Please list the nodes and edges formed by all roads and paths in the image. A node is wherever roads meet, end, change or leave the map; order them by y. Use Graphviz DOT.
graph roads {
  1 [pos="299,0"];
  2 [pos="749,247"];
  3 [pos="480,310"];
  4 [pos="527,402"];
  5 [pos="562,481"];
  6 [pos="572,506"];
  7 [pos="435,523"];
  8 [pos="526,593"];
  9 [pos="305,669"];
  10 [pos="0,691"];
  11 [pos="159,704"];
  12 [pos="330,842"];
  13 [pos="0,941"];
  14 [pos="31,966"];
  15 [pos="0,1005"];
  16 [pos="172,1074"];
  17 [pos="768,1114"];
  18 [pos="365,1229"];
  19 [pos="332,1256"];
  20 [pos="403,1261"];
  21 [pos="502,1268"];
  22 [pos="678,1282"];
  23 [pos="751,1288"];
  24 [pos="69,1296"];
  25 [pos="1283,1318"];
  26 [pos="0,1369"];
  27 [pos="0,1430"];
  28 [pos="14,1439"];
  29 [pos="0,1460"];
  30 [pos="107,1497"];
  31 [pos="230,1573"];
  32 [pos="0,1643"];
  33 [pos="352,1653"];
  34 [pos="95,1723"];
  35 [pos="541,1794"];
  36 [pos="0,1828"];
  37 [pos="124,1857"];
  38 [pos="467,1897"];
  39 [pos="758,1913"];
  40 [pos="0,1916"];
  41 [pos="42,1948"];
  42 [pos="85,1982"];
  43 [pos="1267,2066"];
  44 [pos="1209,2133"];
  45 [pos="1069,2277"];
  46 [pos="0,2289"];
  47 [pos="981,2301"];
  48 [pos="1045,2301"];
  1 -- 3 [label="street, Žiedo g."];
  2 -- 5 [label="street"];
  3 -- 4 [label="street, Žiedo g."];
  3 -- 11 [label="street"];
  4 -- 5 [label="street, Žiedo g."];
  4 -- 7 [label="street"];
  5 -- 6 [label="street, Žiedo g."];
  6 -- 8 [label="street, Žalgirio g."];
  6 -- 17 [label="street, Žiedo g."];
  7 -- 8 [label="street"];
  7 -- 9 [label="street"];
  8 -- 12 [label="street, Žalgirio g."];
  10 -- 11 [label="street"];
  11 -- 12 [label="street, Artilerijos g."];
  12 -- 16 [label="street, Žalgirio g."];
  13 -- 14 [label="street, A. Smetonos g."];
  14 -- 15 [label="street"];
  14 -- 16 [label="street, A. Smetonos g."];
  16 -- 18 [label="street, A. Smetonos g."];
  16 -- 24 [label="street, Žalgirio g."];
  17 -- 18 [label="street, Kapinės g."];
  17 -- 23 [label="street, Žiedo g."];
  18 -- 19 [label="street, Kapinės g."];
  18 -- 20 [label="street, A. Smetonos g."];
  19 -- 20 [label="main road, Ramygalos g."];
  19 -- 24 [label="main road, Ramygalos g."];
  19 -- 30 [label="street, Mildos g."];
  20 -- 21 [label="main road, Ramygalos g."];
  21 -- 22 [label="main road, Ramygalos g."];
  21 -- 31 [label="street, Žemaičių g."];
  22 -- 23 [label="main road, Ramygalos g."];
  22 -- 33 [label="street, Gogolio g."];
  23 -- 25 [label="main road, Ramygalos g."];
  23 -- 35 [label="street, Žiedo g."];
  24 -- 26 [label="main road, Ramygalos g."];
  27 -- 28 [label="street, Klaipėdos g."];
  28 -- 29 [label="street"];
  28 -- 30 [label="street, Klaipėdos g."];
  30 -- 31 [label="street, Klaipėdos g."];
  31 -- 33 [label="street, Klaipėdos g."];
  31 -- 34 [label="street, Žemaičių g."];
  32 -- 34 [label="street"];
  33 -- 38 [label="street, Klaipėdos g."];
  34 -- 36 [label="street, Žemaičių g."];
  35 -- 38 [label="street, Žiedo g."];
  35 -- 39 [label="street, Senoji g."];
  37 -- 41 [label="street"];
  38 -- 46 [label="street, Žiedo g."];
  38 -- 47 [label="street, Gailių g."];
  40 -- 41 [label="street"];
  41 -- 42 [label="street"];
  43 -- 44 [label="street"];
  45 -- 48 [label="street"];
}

____________________

■ **Your objective**
Could you transcribe all of the entries exactly, leaving nothing out?

■ **Your solution**
Please list the nodes and edges formed by all roads and paths in the image. A node is wherever roads meet, end, change or leave the map; order them by y. Use Graphviz DOT.
graph roads {
  1 [pos="299,0"];
  2 [pos="749,247"];
  3 [pos="480,310"];
  4 [pos="527,402"];
  5 [pos="562,481"];
  6 [pos="572,506"];
  7 [pos="435,523"];
  8 [pos="526,593"];
  9 [pos="305,669"];
  10 [pos="0,691"];
  11 [pos="159,704"];
  12 [pos="330,842"];
  13 [pos="0,941"];
  14 [pos="31,966"];
  15 [pos="0,1005"];
  16 [pos="172,1074"];
  17 [pos="768,1114"];
  18 [pos="365,1229"];
  19 [pos="332,1256"];
  20 [pos="403,1261"];
  21 [pos="502,1268"];
  22 [pos="678,1282"];
  23 [pos="751,1288"];
  24 [pos="69,1296"];
  25 [pos="1283,1318"];
  26 [pos="0,1369"];
  27 [pos="0,1430"];
  28 [pos="14,1439"];
  29 [pos="0,1460"];
  30 [pos="107,1497"];
  31 [pos="230,1573"];
  32 [pos="0,1643"];
  33 [pos="352,1653"];
  34 [pos="95,1723"];
  35 [pos="541,1794"];
  36 [pos="0,1828"];
  37 [pos="124,1857"];
  38 [pos="467,1897"];
  39 [pos="758,1913"];
  40 [pos="0,1916"];
  41 [pos="42,1948"];
  42 [pos="85,1982"];
  43 [pos="1267,2066"];
  44 [pos="1209,2133"];
  45 [pos="1069,2277"];
  46 [pos="0,2289"];
  47 [pos="981,2301"];
  48 [pos="1045,2301"];
  1 -- 3 [label="street, Žiedo g."];
  2 -- 5 [label="street"];
  3 -- 4 [label="street, Žiedo g."];
  3 -- 11 [label="street"];
  4 -- 5 [label="street, Žiedo g."];
  4 -- 7 [label="street"];
  5 -- 6 [label="street, Žiedo g."];
  6 -- 8 [label="street, Žalgirio g."];
  6 -- 17 [label="street, Žiedo g."];
  7 -- 8 [label="street"];
  7 -- 9 [label="street"];
  8 -- 12 [label="street, Žalgirio g."];
  10 -- 11 [label="street"];
  11 -- 12 [label="street, Artilerijos g."];
  12 -- 16 [label="street, Žalgirio g."];
  13 -- 14 [label="street, A. Smetonos g."];
  14 -- 15 [label="street"];
  14 -- 16 [label="street, A. Smetonos g."];
  16 -- 18 [label="street, A. Smetonos g."];
  16 -- 24 [label="street, Žalgirio g."];
  17 -- 18 [label="street, Kapinės g."];
  17 -- 23 [label="street, Žiedo g."];
  18 -- 19 [label="street, Kapinės g."];
  18 -- 20 [label="street, A. Smetonos g."];
  19 -- 20 [label="main road, Ramygalos g."];
  19 -- 24 [label="main road, Ramygalos g."];
  19 -- 30 [label="street, Mildos g."];
  20 -- 21 [label="main road, Ramygalos g."];
  21 -- 22 [label="main road, Ramygalos g."];
  21 -- 31 [label="street, Žemaičių g."];
  22 -- 23 [label="main road, Ramygalos g."];
  22 -- 33 [label="street, Gogolio g."];
  23 -- 25 [label="main road, Ramygalos g."];
  23 -- 35 [label="street, Žiedo g."];
  24 -- 26 [label="main road, Ramygalos g."];
  27 -- 28 [label="street, Klaipėdos g."];
  28 -- 29 [label="street"];
  28 -- 30 [label="street, Klaipėdos g."];
  30 -- 31 [label="street, Klaipėdos g."];
  31 -- 33 [label="street, Klaipėdos g."];
  31 -- 34 [label="street, Žemaičių g."];
  32 -- 34 [label="street"];
  33 -- 38 [label="street, Klaipėdos g."];
  34 -- 36 [label="street, Žemaičių g."];
  35 -- 38 [label="street, Žiedo g."];
  35 -- 39 [label="street, Senoji g."];
  37 -- 41 [label="street"];
  38 -- 46 [label="street, Žiedo g."];
  38 -- 47 [label="street, Gailių g."];
  40 -- 41 [label="street"];
  41 -- 42 [label="street"];
  43 -- 44 [label="street"];
  45 -- 48 [label="street"];
}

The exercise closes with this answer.